### Instructions to follow
Since only the text is wanted, print every entry below exactly and omit the images.

### Task data
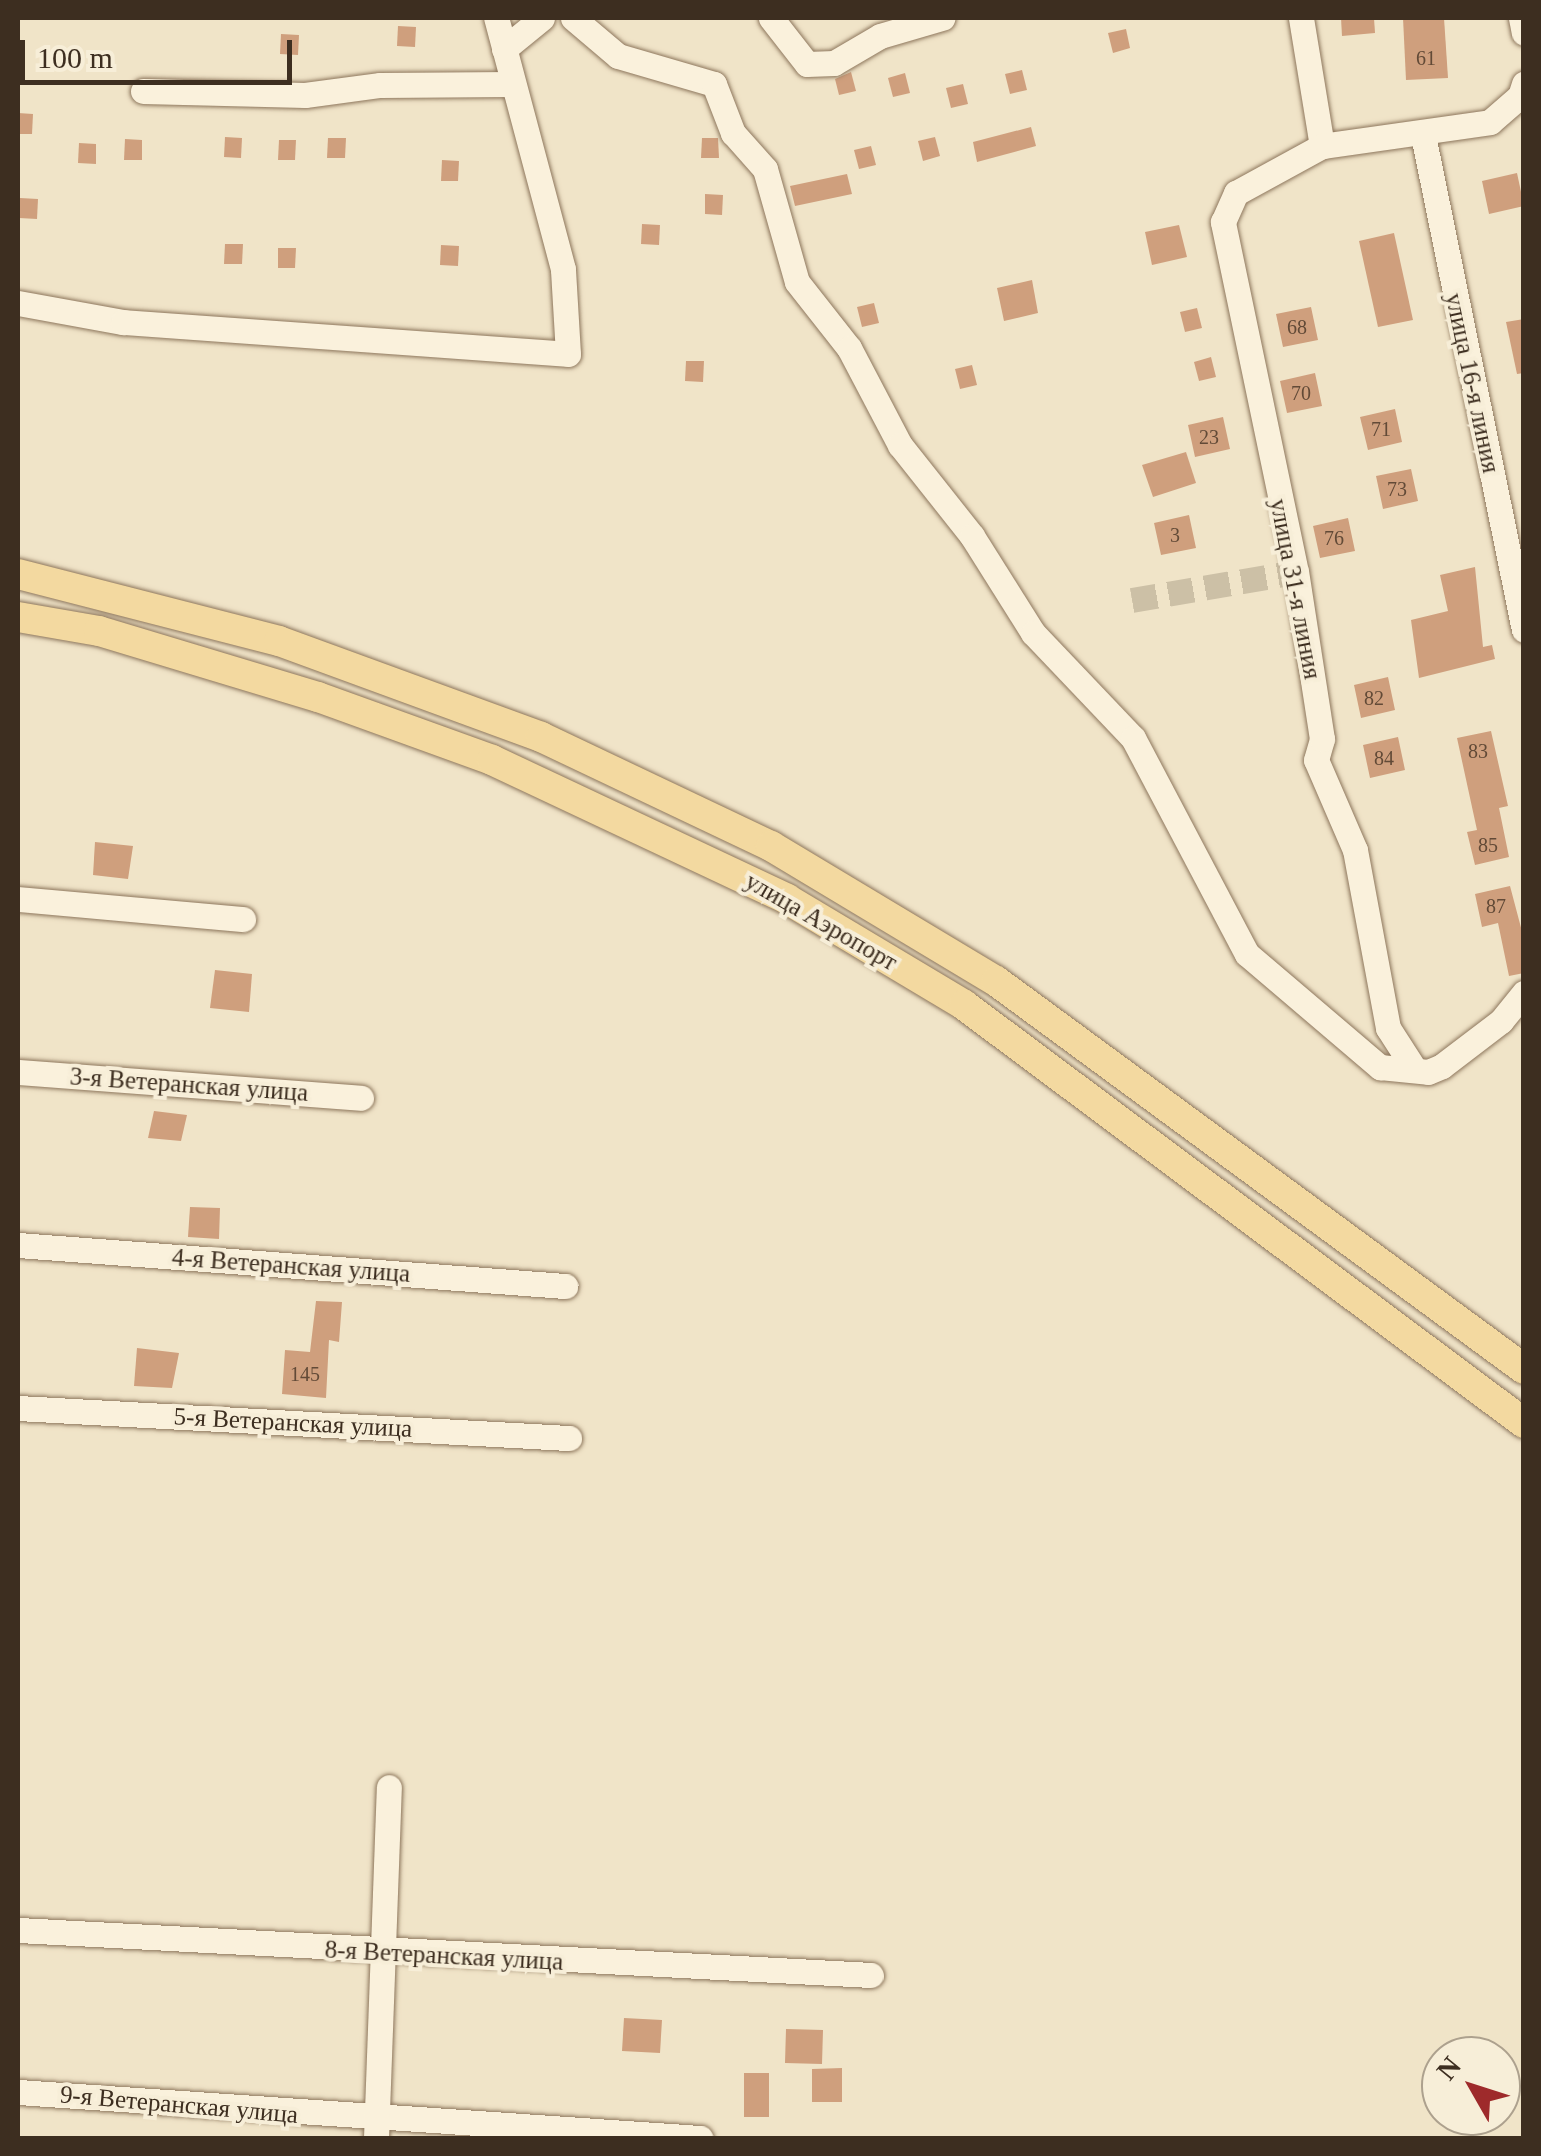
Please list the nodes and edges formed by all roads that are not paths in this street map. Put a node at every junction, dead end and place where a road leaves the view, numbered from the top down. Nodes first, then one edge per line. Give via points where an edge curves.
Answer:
1 (496, 18) edge
2 (542, 18) edge
3 (573, 18) edge
4 (770, 18) edge
5 (942, 18) edge
6 (1301, 18) edge
7 (1521, 18) edge
8 (1524, 33) edge
9 (504, 49) junction
10 (511, 84) junction
11 (1524, 84) edge
12 (143, 91) dead end
13 (1423, 135) junction
14 (1322, 146) junction
15 (18, 303) edge
16 (18, 574) edge
17 (18, 617) edge
18 (1524, 630) edge
19 (18, 899) edge
20 (244, 919) dead end
21 (1524, 993) edge
22 (1414, 1070) junction
23 (18, 1072) edge
24 (361, 1098) dead end
25 (18, 1245) edge
26 (565, 1286) dead end
27 (1524, 1369) edge
28 (18, 1408) edge
29 (1524, 1422) edge
30 (569, 1438) dead end
31 (389, 1787) dead end
32 (18, 1930) edge
33 (380, 1954) junction
34 (871, 1975) dead end
35 (18, 2092) edge
36 (376, 2130) edge
37 (700, 2138) edge

1 - 9 street
2 - 9 street
3 - 22 street via 618,56 714,84 733,133 765,169 796,282 849,348 900,445 972,536 1033,632 1134,738 1247,954 1380,1067
4 - 5 street via 807,64 834,63 880,36
6 - 14 street
7 - 8 street
9 - 10 street
10 - 12 street via 380,84 305,94
10 - 15 street via 563,269 568,354 296,338 105,320
11 - 13 street via 1520,96 1490,122
13 - 14 street
13 - 18 street, улица 16-я линия
14 - 22 street, улица 31-я линия via 1236,194 1222,222 1296,572 1322,739 1316,760 1351,835 1388,1028
16 - 27 main road, улица Аэропорт via 280,640 541,737 771,846 996,981
17 - 29 main road, улица Аэропорт via 99,632 318,697 492,760 788,899 964,1004
19 - 20 street
21 - 22 street via 1467,1050 1428,1072
23 - 24 street, 3-я Ветеранская улица
25 - 26 street, 4-я Ветеранская улица
28 - 30 street, 5-я Ветеранская улица
31 - 33 street
32 - 33 street, 8-я Ветеранская улица
33 - 34 street, 8-я Ветеранская улица
33 - 36 street
35 - 36 street, 9-я Ветеранская улица
36 - 37 street, 9-я Ветеранская улица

### Output for this exercise
Please list the nodes and edges formed by all roads that are not paths in this street map. Put a node at every junction, dead end and place where a road leaves the view, numbered from the top down. Nodes first, then one edge per line. Give via points where an edge curves.
Answer:
1 (496, 18) edge
2 (542, 18) edge
3 (573, 18) edge
4 (770, 18) edge
5 (942, 18) edge
6 (1301, 18) edge
7 (1521, 18) edge
8 (1524, 33) edge
9 (504, 49) junction
10 (511, 84) junction
11 (1524, 84) edge
12 (143, 91) dead end
13 (1423, 135) junction
14 (1322, 146) junction
15 (18, 303) edge
16 (18, 574) edge
17 (18, 617) edge
18 (1524, 630) edge
19 (18, 899) edge
20 (244, 919) dead end
21 (1524, 993) edge
22 (1414, 1070) junction
23 (18, 1072) edge
24 (361, 1098) dead end
25 (18, 1245) edge
26 (565, 1286) dead end
27 (1524, 1369) edge
28 (18, 1408) edge
29 (1524, 1422) edge
30 (569, 1438) dead end
31 (389, 1787) dead end
32 (18, 1930) edge
33 (380, 1954) junction
34 (871, 1975) dead end
35 (18, 2092) edge
36 (376, 2130) edge
37 (700, 2138) edge

1 - 9 street
2 - 9 street
3 - 22 street via 618,56 714,84 733,133 765,169 796,282 849,348 900,445 972,536 1033,632 1134,738 1247,954 1380,1067
4 - 5 street via 807,64 834,63 880,36
6 - 14 street
7 - 8 street
9 - 10 street
10 - 12 street via 380,84 305,94
10 - 15 street via 563,269 568,354 296,338 105,320
11 - 13 street via 1520,96 1490,122
13 - 14 street
13 - 18 street, улица 16-я линия
14 - 22 street, улица 31-я линия via 1236,194 1222,222 1296,572 1322,739 1316,760 1351,835 1388,1028
16 - 27 main road, улица Аэропорт via 280,640 541,737 771,846 996,981
17 - 29 main road, улица Аэропорт via 99,632 318,697 492,760 788,899 964,1004
19 - 20 street
21 - 22 street via 1467,1050 1428,1072
23 - 24 street, 3-я Ветеранская улица
25 - 26 street, 4-я Ветеранская улица
28 - 30 street, 5-я Ветеранская улица
31 - 33 street
32 - 33 street, 8-я Ветеранская улица
33 - 34 street, 8-я Ветеранская улица
33 - 36 street
35 - 36 street, 9-я Ветеранская улица
36 - 37 street, 9-я Ветеранская улица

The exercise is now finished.